In Zeiten geopolitischer Spannungen wird Hamburg mit einer sich wandelnden Bedrohungslage konfrontiert. Die Stadt ist bedeutender Wirtschafts- und Wissenschaftsstandort und im Kriegsfall eines der wichtigsten Nadelöhre für Truppenverlagerungen.

Hamburg rückt immer stärker in den Fokus fremder Nachrichtendienste: Sabotageakte, Desinformationskampagnen und Cyberangriffe stellen neue Herausforderungen dar. Im Gespräch mit WELT AM SONNTAG gibt Torsten Voß, Leiter des Hamburger Verfassungsschutzes, Einblicke in die aktuelle Gefährdungslage. Er erläutert, wie sich die Arbeit des Inlandsnachrichtendienstes verändert und welche Rolle hybride Bedrohungen spielen.

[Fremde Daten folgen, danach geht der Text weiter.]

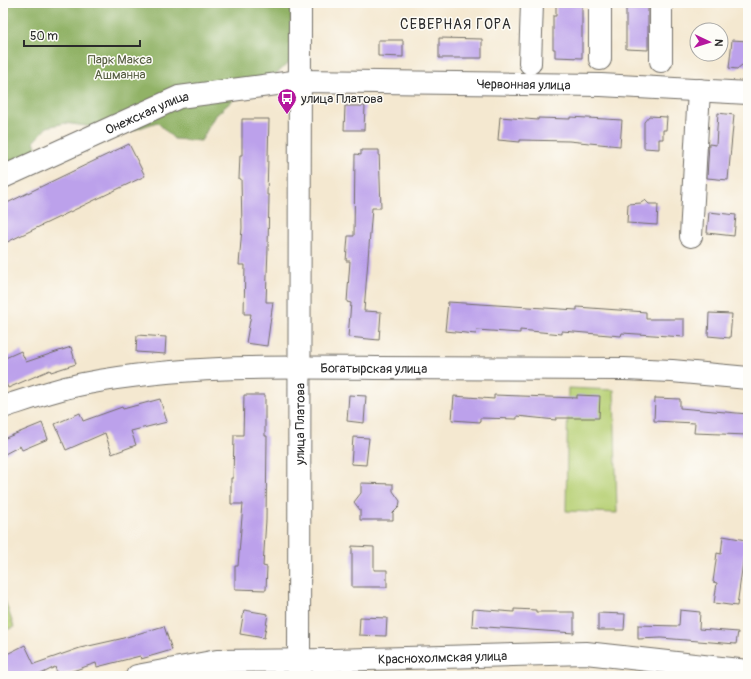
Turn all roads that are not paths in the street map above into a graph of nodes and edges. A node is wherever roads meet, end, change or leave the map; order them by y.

WELT AM SONNTAG: Sie haben unmittelbar vor den Bundestags- und Bürgerschaftswahlen in einem Schreiben an die Hamburger Abgeordneten vor einer sich verändernden Bedrohungslage gewarnt. Was war passiert?

Torsten Voß: Sabotage ist nicht neu, aber die Akteure haben sich verändert. Waren in der Vergangenheit Extremisten und Terroristen für solche Angriffe verantwortlich, sehen wir heute verstärkt auch Aktivitäten fremder, insbesondere mutmaßlich russischer Nachrichtendienste. Diese sogenannte hybride Bedrohung umfasst neben klassischer Spionage auch gezielte Sabotageakte und Desinformationskampagnen. Ziel ist es, Unsicherheit zu schaffen, das Vertrauen in demokratische Institutionen zu untergraben und Einfluss auf politische Prozesse zu nehmen. Hamburg als bedeutender Wirtschafts- und Hafenstandort steht besonders im Fokus. Cyberangriffe auf Unternehmen und Forschungsinstitute nehmen zu. Zudem gibt es bundes- und europaweit Versuche, kritische Infrastruktur zu gefährden.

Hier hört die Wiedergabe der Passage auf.